_Work to be completed_
Your answer must be every line of the data that holds the string "Liberation".

──────── Dataset records

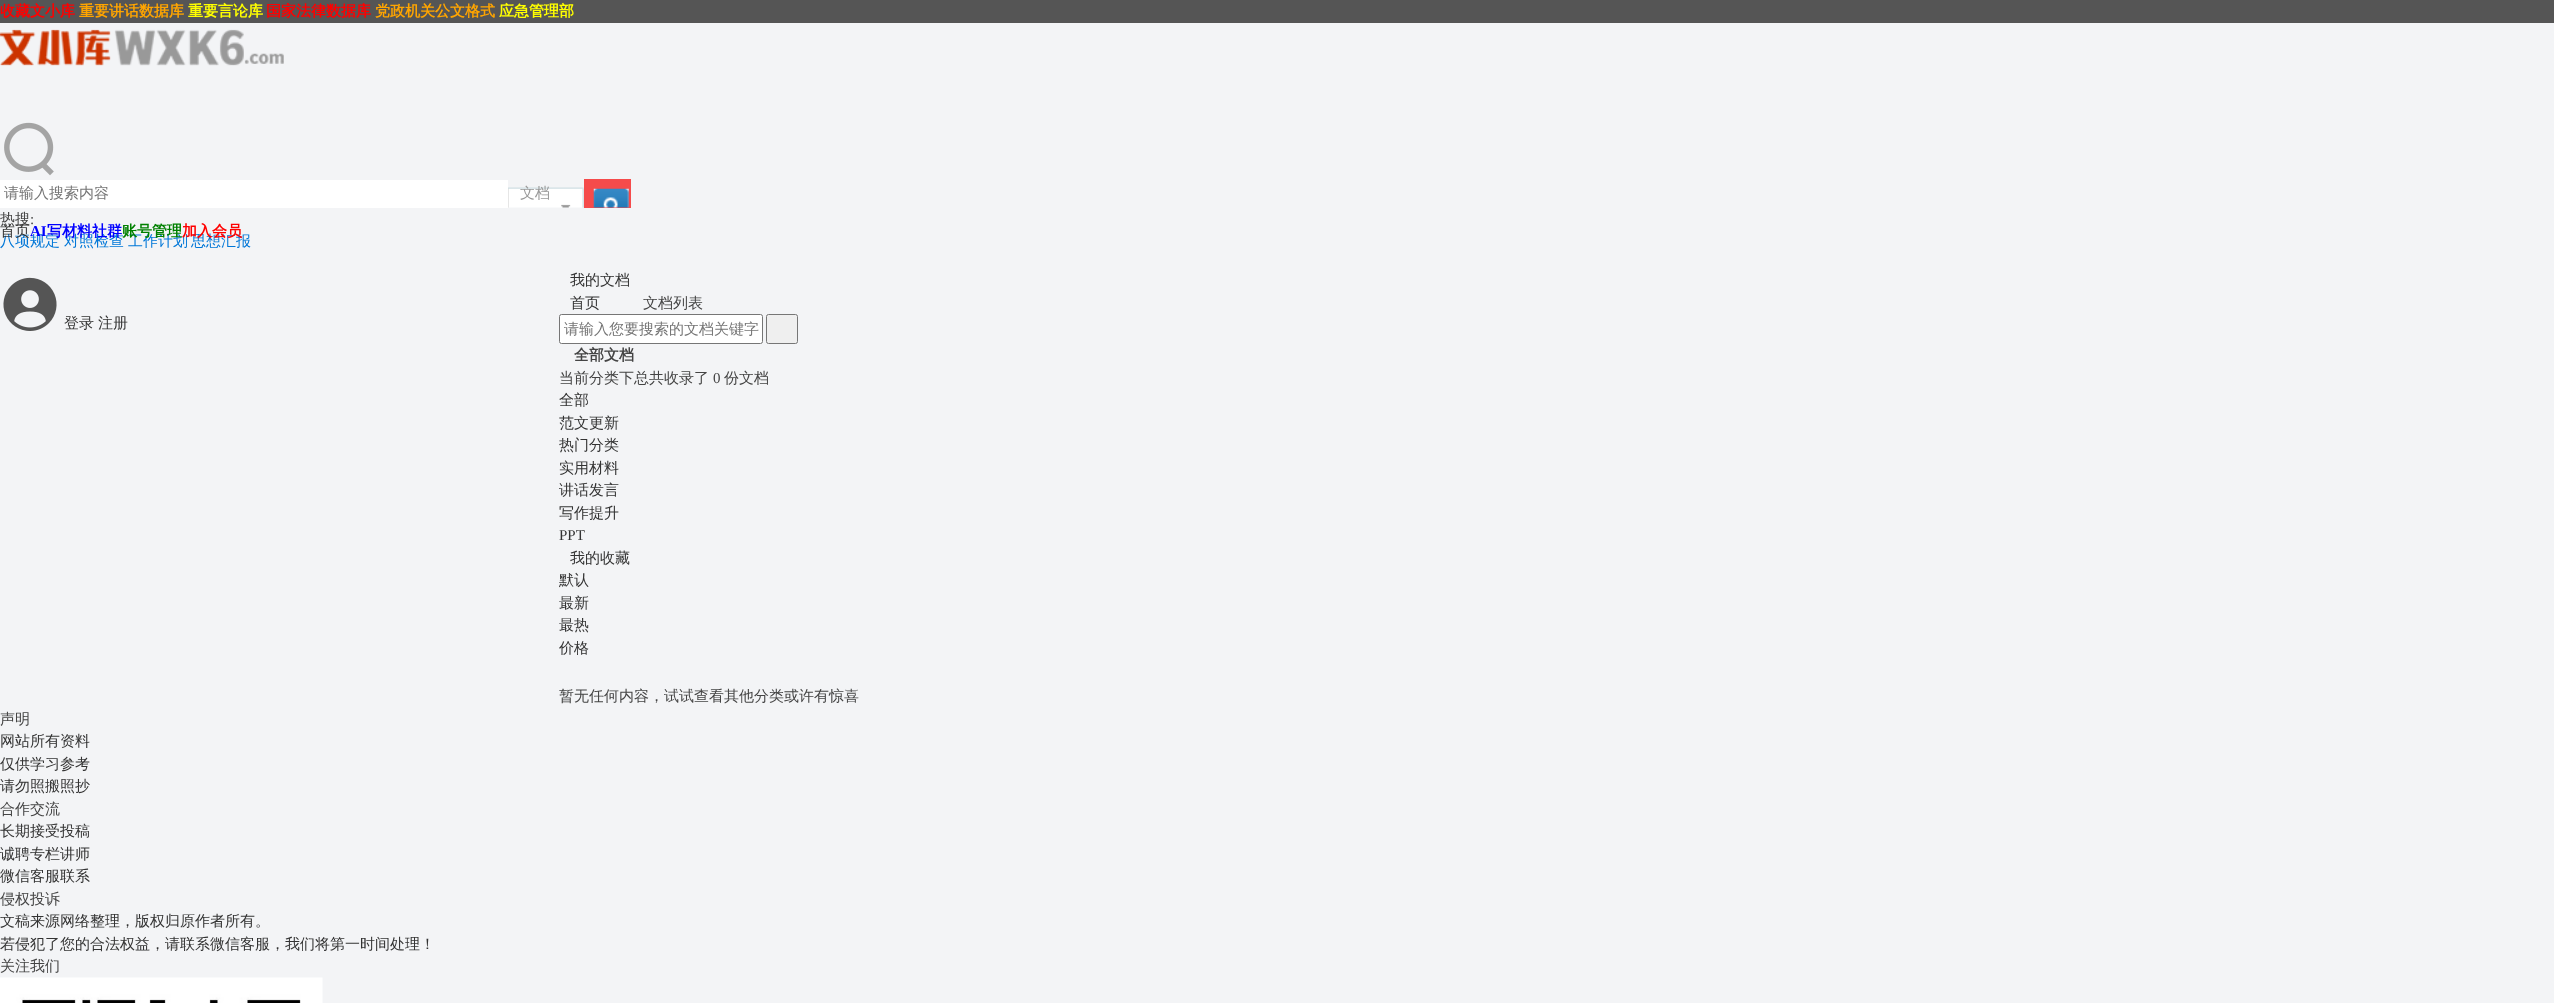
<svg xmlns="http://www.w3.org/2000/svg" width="2554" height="1003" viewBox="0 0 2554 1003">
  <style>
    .t1 { font: bold 15px WenQuanYi Zen Hei; fill: #f00; }
    .t2 { font: bold 15px WenQuanYi Zen Hei; fill: #ffa500; }
    .t3 { font: bold 15px WenQuanYi Zen Hei; fill: #ff0; }
    .t4 { font: 500 15px WenQuanYi Zen Hei; fill: #757575; }
    .t5 { font: 500 15px WenQuanYi Zen Hei; fill: #999; }
    .t6 { font: 500 15px WenQuanYi Zen Hei; fill: #444; }
    .t7 { font: 15px Liberation Serif; fill: #444; }
    .t8 { font: 500 15px WenQuanYi Zen Hei; fill: #0077d8; }
    .t9 { font: 500 15px WenQuanYi Zen Hei; fill: #333; }
    .t10 { font: bold 15px Liberation Serif; fill: #00f; }
    .t11 { font: bold 15px WenQuanYi Zen Hei; fill: #00f; }
    .t12 { font: bold 15px WenQuanYi Zen Hei; fill: #008000; }
    .t13 { font: bold 15px WenQuanYi Zen Hei; fill: #444; }
    .t14 { font: 15px Liberation Serif; fill: #333; }
  </style>
  <rect width="100%" height="100%" fill="#f3f4f6"/>
  <rect x="0" y="0" width="2554" height="23" fill="#555"/>
  <text x="0" y="16" class="t1">收藏文小库</text>
  <text x="79" y="16" class="t2">重要讲话数据库</text>
  <text x="188" y="16" class="t3">重要言论库</text>
  <text x="266" y="16" class="t1">国家法律数据库</text>
  <text x="375" y="16" class="t2">党政机关公文格式</text>
  <text x="499" y="16" class="t3">应急管理部</text>
  <image x="0" y="29" width="284" height="37" href="images/1.png"/>
  <image x="4" y="122" width="50" height="54" href="images/2.png"/>
  <rect x="0" y="180" width="508" height="28" fill="#fff"/>
  <text x="4" y="198" class="t4">请输入搜索内容</text>
  <image x="508" y="187" width="76" height="21" href="images/3.png"/>
  <text x="520" y="198" class="t5">文档</text>
  <rect x="584" y="179" width="47" height="29" fill="#f54b4b"/>
  <image x="593" y="188" width="36" height="20" href="images/4.png"/>
  <text x="0" y="224" class="t6">热搜</text>
  <text x="30" y="224" class="t7">:</text>
  <text x="0" y="246" class="t8">八项规定</text>
  <text x="64" y="246" class="t8">对照检查</text>
  <text x="128" y="246" class="t8">工作计划</text>
  <text x="191" y="246" class="t8">思想汇报</text>
  <image x="3" y="277" width="54" height="54" href="images/5.png"/>
  <text x="64" y="328" class="t9">登录</text>
  <text x="98" y="328" class="t9">注册</text>
  <text x="0" y="236" class="t9">首页</text>
  <text x="30" y="236" class="t10">AI</text>
  <text x="47" y="236" class="t11">写材料社群</text>
  <text x="122" y="236" class="t12">账号管理</text>
  <text x="182" y="236" class="t1">加入会员</text>
  <text x="570" y="285" class="t9">我的文档</text>
  <text x="570" y="308" class="t9">首页</text>
  <text x="643" y="308" class="t6">文档列表</text>
  <rect x="559.5" y="314.5" width="203" height="29" rx="2" fill="#fff" stroke="#767676"/>
  <text x="564" y="334" class="t4">请输入您要搜索的文档关键字</text>
  <rect x="766.5" y="314.5" width="31" height="29" rx="2" fill="#efefef" stroke="#767676"/>
  <text x="574" y="360" class="t13">全部文档</text>
  <text x="559" y="383" class="t6">当前分类下总共收录了</text>
  <text x="713" y="383" class="t7">0</text>
  <text x="724" y="383" class="t6">份文档</text>
  <text x="559" y="405" class="t9">全部</text>
  <text x="559" y="428" class="t9">范文更新</text>
  <text x="559" y="450" class="t9">热门分类</text>
  <text x="559" y="473" class="t9">实用材料</text>
  <text x="559" y="495" class="t9">讲话发言</text>
  <text x="559" y="518" class="t9">写作提升</text>
  <text x="559" y="540" class="t14">PPT</text>
  <text x="570" y="563" class="t9">我的收藏</text>
  <text x="559" y="585" class="t9">默认</text>
  <text x="559" y="608" class="t9">最新</text>
  <text x="559" y="630" class="t9">最热</text>
  <text x="559" y="653" class="t9">价格</text>
  <text x="559" y="701" class="t6">暂无任何内容，试试查看其他分类或许有惊喜</text>
  <text x="0" y="724" class="t6">声明</text>
  <text x="0" y="746" class="t9">网站所有资料</text>
  <text x="0" y="769" class="t9">仅供学习参考</text>
  <text x="0" y="791" class="t9">请勿照搬照抄</text>
  <text x="0" y="814" class="t6">合作交流</text>
  <text x="0" y="836" class="t9">长期接受投稿</text>
  <text x="0" y="859" class="t9">诚聘专栏讲师</text>
  <text x="0" y="881" class="t9">微信客服联系</text>
  <text x="0" y="904" class="t6">侵权投诉</text>
  <text x="0" y="926" class="t9">文稿来源网络整理，版权归原作者所有。</text>
  <text x="0" y="949" class="t9">若侵犯了您的合法权益，请联系微信客服，我们将第一时间处理！</text>
  <text x="0" y="971" class="t6">关注我们</text>
  <image x="0" y="977" width="323" height="26" href="images/6.png"/>
</svg>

────────────────

_Solved problem_
    .t7 { font: 15px Liberation Serif; fill: #444; }
    .t10 { font: bold 15px Liberation Serif; fill: #00f; }
    .t14 { font: 15px Liberation Serif; fill: #333; }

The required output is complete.